Online Video Versus Traditional Moving Pictures

THERE IS A DIFFERENCE
Most people recognize on some level that online video is different than the two traditional forms of moving pictures: television and the silver screen.  They identify that a computer screen is different than a television screen or movie screen in terms of size and context, but they don't necessarily realize that when watching online video the expectations and needs of the viewer, as well as the way the viewer behaves is vastly different than what one encounters with the other two formats, and thus, when creating online video the approach must also be different.  

If you spend some time with your ear pressed to the digital filmmaking wall, you'll hear about people who make a web series and then turn it into a film with the hopes of gaining more "legitimate" exposure.  This is a classic mistake.  To my mind, it's like transcribing an interview and then calling it a book.  

DISTRIBUTION IS KEY
Your form of distribution must be taken into consideration when crafting your moving picture.  So if your plan is to have your video flashing around on a massive screen then the way you plan your shots and tell your story is going to be different than if you are going to have your video distributed online where you know people will be mostly watching it on a tiny player.  

THREE THINGS TO REMEMBER
With online video of any kind you need to recognize three main things:

1.  Your viewer can and will click away at any moment, most especially in the early moments of viewing.  They have nothing invested and thus nothing to lose.  (Every time I see five seconds of black screen with white credits hanging out at the front of an online video, I wonder what the editor/director was thinking, and then I click away.)
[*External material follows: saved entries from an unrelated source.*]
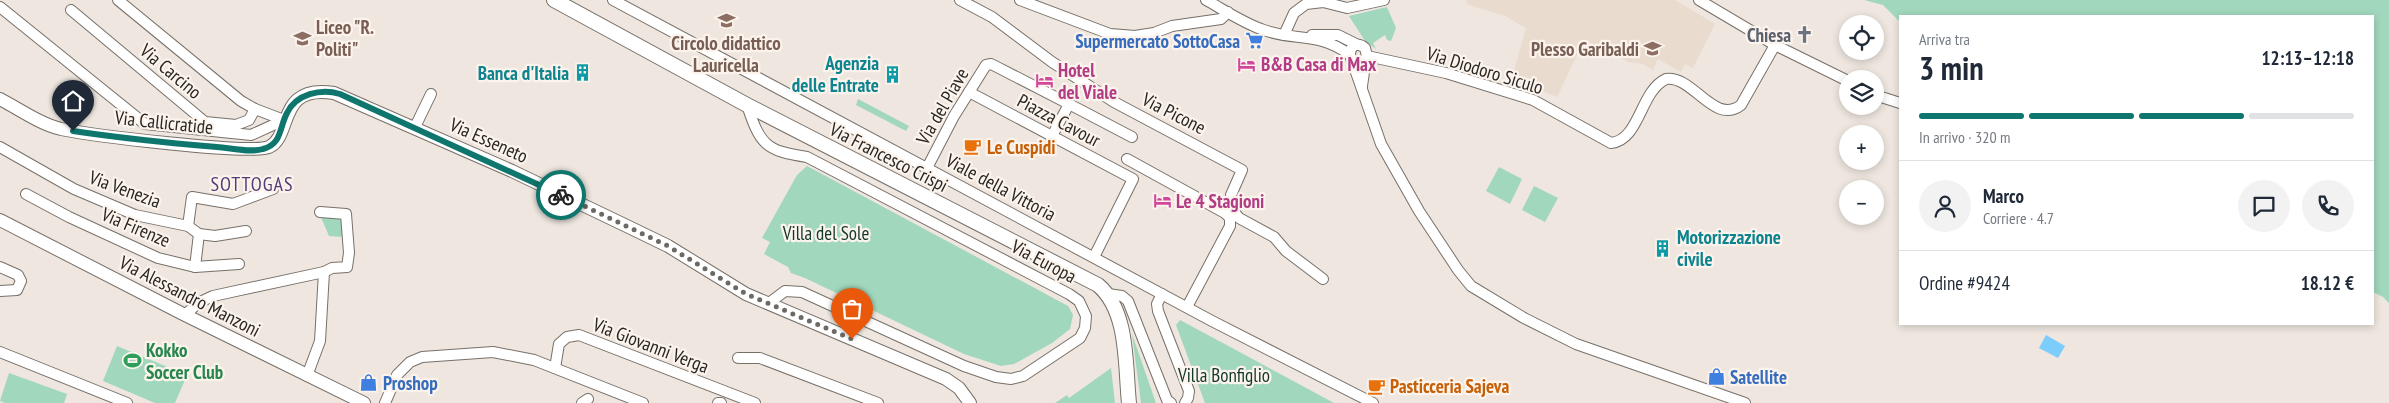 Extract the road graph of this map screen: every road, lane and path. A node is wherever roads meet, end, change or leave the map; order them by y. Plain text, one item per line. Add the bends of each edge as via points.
1 (118, 0) edge
2 (554, 0) edge
3 (960, 0) edge
4 (1020, 0) edge
5 (1206, 0) edge
6 (1384, 0) edge
7 (1699, 0) edge
8 (616, 1) edge
9 (0, 7) edge
10 (71, 10) dead end
11 (1228, 12) junction
12 (1284, 35) junction
13 (1306, 36) junction
14 (1358, 44) junction
15 (1775, 45) junction
16 (1367, 57) junction
17 (1351, 58) junction
18 (1839, 77) edge
19 (1362, 86) junction
20 (969, 92) junction
21 (431, 94) dead end
22 (0, 99) edge
23 (1884, 99) edge
24 (1899, 103) edge
25 (1069, 104) junction
26 (747, 105) junction
27 (255, 109) junction
28 (284, 120) junction
29 (415, 128) junction
30 (1052, 136) junction
31 (1132, 137) dead end
32 (0, 147) edge
33 (1127, 160) dead end
34 (927, 168) junction
35 (273, 189) dead end
36 (26, 194) dead end
37 (320, 212) dead end
38 (0, 220) edge
39 (188, 226) junction
40 (246, 231) dead end
41 (199, 234) junction
42 (1094, 257) junction
43 (239, 264) dead end
44 (0, 267) edge
45 (195, 267) junction
46 (324, 272) junction
47 (1323, 279) dead end
48 (0, 291) edge
49 (1108, 294) junction
50 (1162, 294) junction
51 (769, 304) junction
52 (1187, 307) junction
53 (186, 316) junction
54 (0, 352) edge
55 (738, 358) dead end
56 (555, 368) junction
57 (308, 376) junction
58 (127, 403) edge
59 (364, 403) edge
60 (385, 403) edge
61 (643, 403) edge
62 (755, 403) edge
63 (878, 403) edge
64 (970, 403) edge
65 (1129, 403) edge
66 (1170, 403) edge
67 (1184, 403) edge
68 (1373, 403) edge
69 (1745, 403) edge

1 - 27 street
2 - 26 main road, Via Francesco Crispi
3 - 47 street, Via Picone via 992,17 1052,62 1114,102 1242,170 1231,195 1232,210 1239,218 1274,236 1286,251
4 - 11 street via 1097,30 1127,35 1208,23 1221,19
5 - 11 street
6 - 12 street via 1347,8 1317,1 1306,4 1294,13
7 - 15 street
8 - 34 street, Viale della Vittoria
9 - 28 street via 145,124 251,135
10 - 27 street, Via Carcino via 205,122 236,125 248,120
11 - 12 street via 1261,29
12 - 13 street
13 - 14 street via 1330,33
13 - 17 street via 1327,42
14 - 16 street via 1365,48
14 - 17 street via 1352,47
15 - 16 street, Via Diodoro Siculo via 1737,108 1721,109 1683,81 1666,79 1653,88 1628,134 1621,141 1611,142 1533,100 1446,73
15 - 18 street
16 - 17 street via 1358,63
16 - 19 street
17 - 19 street
19 - 69 street via 1381,144 1419,211 1458,270 1479,292 1576,344
20 - 25 street, Via del Piave via 986,65 991,64
20 - 30 street, Piazza Cavour
20 - 34 street, Via del Piave
21 - 29 street
22 - 28 street, Via Callicratide via 59,129 256,150 275,143
23 - 24 street
25 - 30 street
25 - 31 street, Via del Piave
26 - 49 main road, Via Francesco Crispi via 1098,285
26 - 51 street, Via Europa via 756,132 770,146 807,157 1070,294 1082,306 1086,322 1076,342 1023,376 1003,379 964,366 802,292 785,292
27 - 28 street
28 - 29 street, Via Esseneto via 293,104 309,94 328,92 340,94
29 - 51 street, Via Esseneto via 634,229 668,246 724,282
30 - 42 street, Piazza Cavour via 1133,179
32 - 39 street, Via Venezia via 74,189 135,215
33 - 52 street via 1230,218 1230,226
34 - 42 street, Viale della Vittoria
35 - 39 street via 233,204 192,197
36 - 45 street, Via Firenze via 158,258
37 - 46 street via 346,214 348,236 347,267
38 - 53 street, Via Alessandro Manzoni
39 - 41 street, Via Venezia
40 - 41 street via 215,236
41 - 45 street
42 - 50 street, Viale della Vittoria
43 - 45 street, Via Firenze
44 - 48 street via 18,275 21,281 14,291
46 - 53 street via 213,296 198,303
46 - 57 street via 320,341
49 - 65 main road, Via Francesco Crispi via 1121,320
49 - 66 street via 1122,296 1128,301
50 - 52 street, Viale della Vittoria
50 - 67 street via 1158,310 1188,391
51 - 64 street, Via Esseneto via 946,379 959,388
52 - 68 street, Viale della Vittoria
53 - 57 street, Via Alessandro Manzoni
54 - 58 street
55 - 63 street via 760,358
56 - 60 street via 513,354 493,352 422,358 400,370
56 - 61 street
56 - 62 street, Via Giovanni Verga via 559,344 567,337 579,335
57 - 59 street, Via Alessandro Manzoni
2.  When dealing with a tiny media player such as what you get with YouTube, Vimeo and Wistia, you must deal predominantly in extreme close ups, close ups, and medium shots, and you can pretty much toss out anything you ever learned about establishing shots and wide shots.  Translation:  Focus on shooting people from the waist up and closer.  And don't plan on showing any sweeping vistas.  They won't look so sweeping on someone's iPhone or laptop.  

3.  Grab people with dialogue right away.  It's really common these days for people to be uploading or surfing on multiple tabs.  They'll start a video on one tab and then immediately click away to another tab.  By diving right into dialogue you've grabbed your viewer by the ears.  It's harder to avoid sound then it is to avoid a visual.  Ever noticed that scary movies aren't so scary with no sound?  Or that annoying sounds are hard to sleep through.  That's because sound has greater power to tug on one's emotions than a mere visual (no matter how arresting the visual is).  

There might be cases where because of the way your online video distribution works, you don't need to worry so much about these things.  But they will be the exceptions not the rules.